OTHER SUBSPECIES OF TREPONEMA

  • T. oralis is a proposed new species of the genus Treponema, and the organism (which is known as an oral spirochaete) has similar morphological and biochemical features with T. denticola. The organismrequires serum for growth, and it produces indole but not ammonia, and propionate as well as acetate as acid end products.
  • T. denticola is a Gram-negative, obligate anaerobic, motile and highly proteolytic spirochete bacterium in the genus Treponema. It is abundantly found in the oral cavity of humans. T. denticola is highly specialized to survive in oral cavity. T. denticola is implicated as a causative agent in periodontitis and periodontal diseases in human.
  • T. pallidum pertenue is the causative agent of yaws, a tropical infection of the skin, bones and joints of humans. Yaws is spread by direct contact (usually a non-sexual contact) with the fluid from a lesion of an infected person; and the disease is most common among children, who spread it by playing together. Yaw infects only humans.
  • T. carateum is the causative agent of the disease known as pinta (which is common in tropical America). It is a spirochete disease that utterly affects the skin of humans.
  • T. p. endemicum is the causative agent of bejel or endemic syphilis (treponematosis). Endemic syphilis is a chronic skin and tissue disease exclusively caused by infection with the endemicum subspecies of the spirochete, Treponema pallidum (i.e., T. p. endemicum). Treponematosis, also known as treponemiasis, traditionally refers to the group of non-venereal diseases (including endemic syphilis, a non-venereal syphilis) caused by Treponema species that are morphologically and serologically identical to each other and especially to Treponema pallidum subspecies pallidum, the causative agent of venereal syphilis. The transmission of bejel disease in human population is not venereal in nature even though Treponema pallidum pallidum (the causative agent of venereal syphilis) is morphologically and serologically indistinguishable to Treponema pallidum endemicum (the causative agent of Endemic syphilis).  
  • T. azotonutricium is commonly found in the gut of termite.
  • T. primitia is commonly found in the gut of termite. T. primitia lives in the hindgut of the termite, Zootermopsis angusticolis. The organism synthesizes acetate – which is the primary source of energy of their insect host (i.e., Zootermopsis angusticolis). The acetate is mainly synthesized from hydrogen (H2) and carbondioxide (CO2) generated by protozoa (which also inhabit the gut of termites) during the fermentation of wood polysaccharides. Thus, T. primitia is an acetogen – since it can generate acetate. T. primitia is also involved in a mutualistic relationship with both Treponema azotonutricium and the termite in which it resides in. 
  • T. saccharophilum is a pectinolytic spirochaete commonly isolated from the rumen of bovines including cattle and buffalo. The organism has the ability to breakdown or ferment various polysaccharide including pectin, arabinogalactan, starch, and inulin. 

Further reading

Brooks G.F., Butel J.S and Morse S.A (2004). Medical Microbiology, 23rd edition. McGraw Hill Publishers. USA.

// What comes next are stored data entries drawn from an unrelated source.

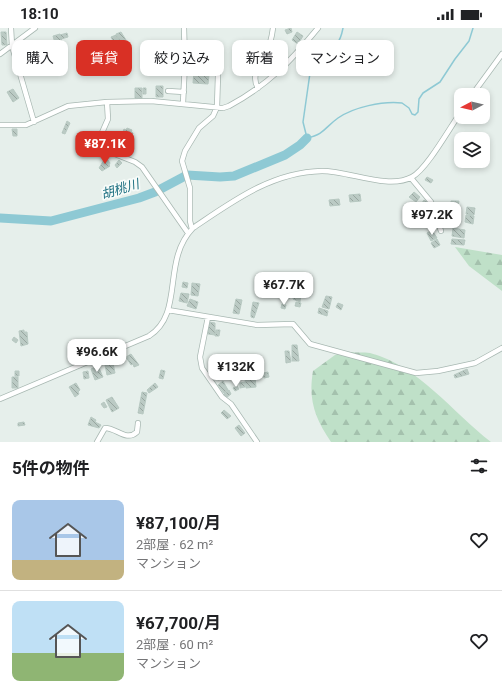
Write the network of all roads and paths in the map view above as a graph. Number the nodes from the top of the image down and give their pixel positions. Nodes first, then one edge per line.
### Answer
1 (12, 28) edge
2 (36, 28) edge
3 (184, 28) edge
4 (273, 28) edge
5 (318, 28) edge
6 (12, 40) edge
7 (20, 40) edge
8 (12, 46) edge
9 (0, 54) edge
10 (502, 54) edge
11 (21, 76) edge
12 (218, 76) edge
13 (258, 88) junction
14 (477, 88) edge
15 (168, 91) dead end
16 (184, 92) junction
17 (107, 102) junction
18 (183, 102) junction
19 (217, 107) junction
20 (34, 122) junction
21 (454, 122) edge
22 (0, 125) edge
23 (411, 178) junction
24 (192, 229) junction
25 (441, 231) dead end
26 (188, 233) junction
27 (168, 310) junction
28 (208, 317) junction
29 (502, 348) edge
30 (0, 399) edge
31 (138, 423) dead end
32 (98, 442) edge
33 (257, 442) edge

1 - 6 street
2 - 7 street
3 - 16 street
4 - 13 street
5 - 13 street
8 - 9 street
10 - 14 street
11 - 20 street
12 - 19 street
13 - 19 street
15 - 16 street
16 - 18 street
17 - 18 street
17 - 20 street
17 - 26 street
18 - 19 street
19 - 24 street
20 - 22 street
21 - 23 street
23 - 24 street
23 - 25 street
24 - 26 street
26 - 27 street
27 - 28 street
27 - 30 street
28 - 29 street
28 - 33 street
31 - 32 street

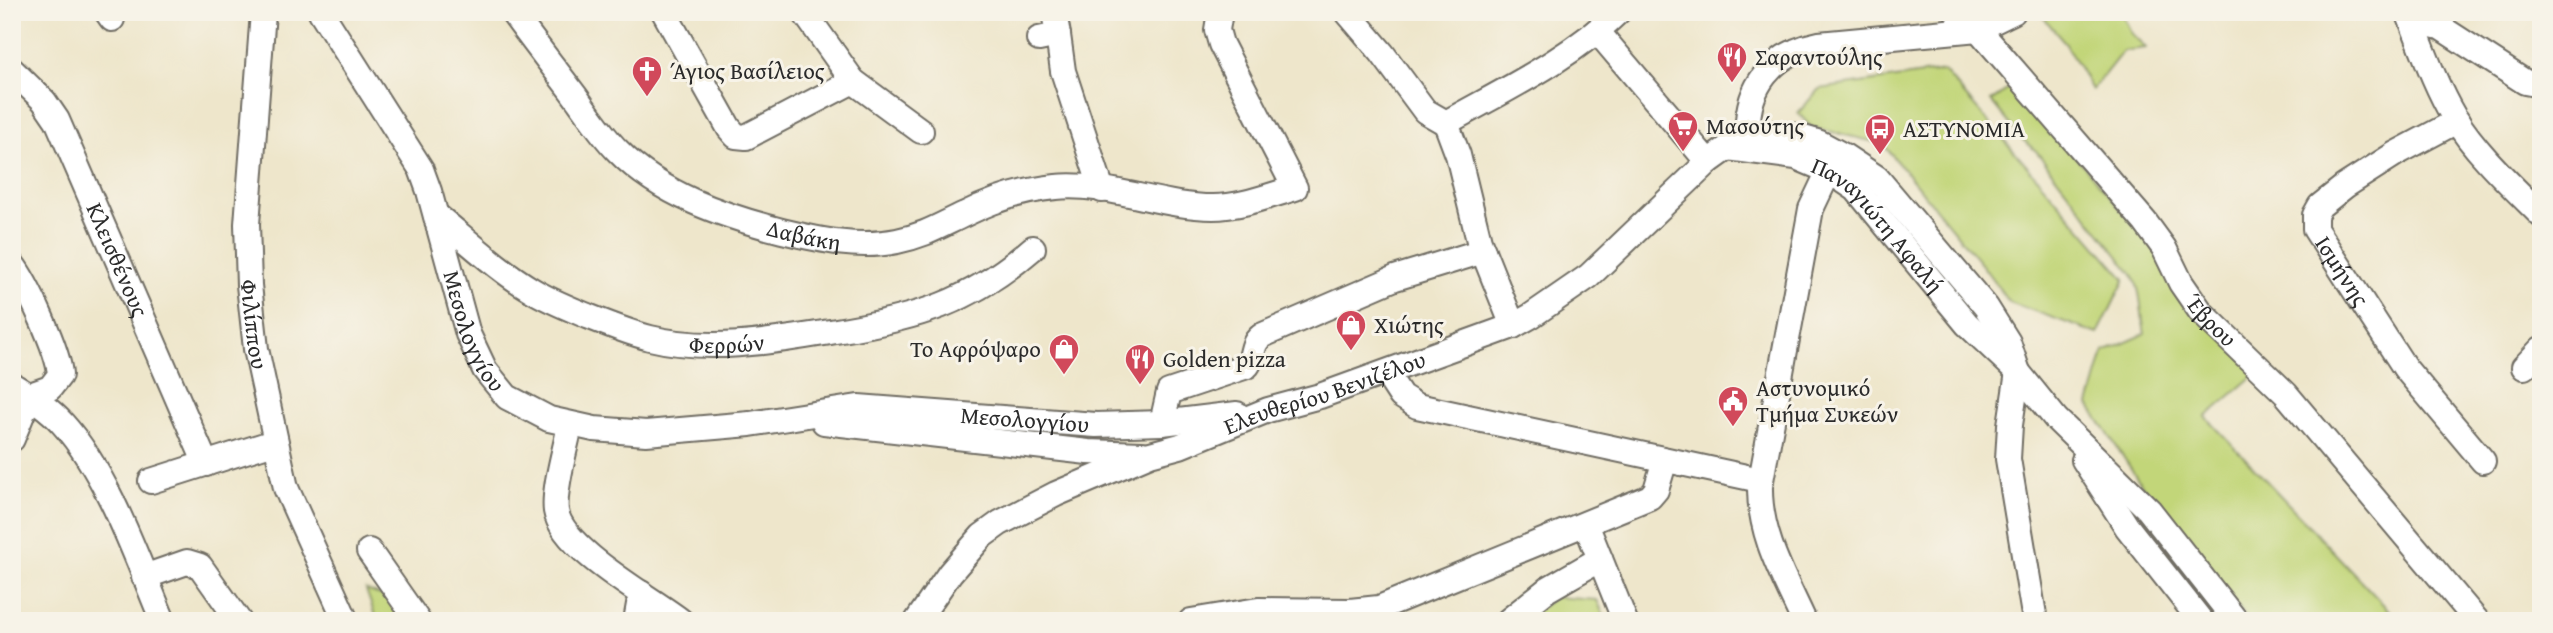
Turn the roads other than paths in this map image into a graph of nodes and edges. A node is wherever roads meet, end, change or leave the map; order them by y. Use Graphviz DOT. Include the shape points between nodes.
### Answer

Gilligan P.H, Shapiro D.S and Miller M.B (2014). Cases in Medical Microbiology and Infectious Diseases. Third edition. American Society of Microbiology Press, USA.

Madigan M.T., Martinko J.M., Dunlap P.V and Clark D.P (2009). Brock Biology of Microorganisms, 12th edition. Pearson Benjamin Cummings Inc, USA.

Mahon C. R, Lehman D.C and Manuselis G (2011). Textbook of Diagnostic Microbiology. Fourth edition. Saunders Publishers, USA.

Patrick R. Murray, Ellen Jo Baron, James H. Jorgensen, Marie Louise Landry, Michael A. Pfaller (2007). Manual of Clinical Microbiology, 9th ed.: American Society for Microbiology.

Wilson B. A, Salyers A.A, Whitt D.D and Winkler M.E (2011). Bacterial Pathogenesis: A molecular Approach. Third edition. American Society of Microbiology Press, USA.

Woods GL and Washington JA (1995). The Clinician and the Microbiology Laboratory. Mandell GL, Bennett JE, Dolin R (eds): Principles and Practice of Infectious Diseases. 4th ed. Churchill Livingstone, New York.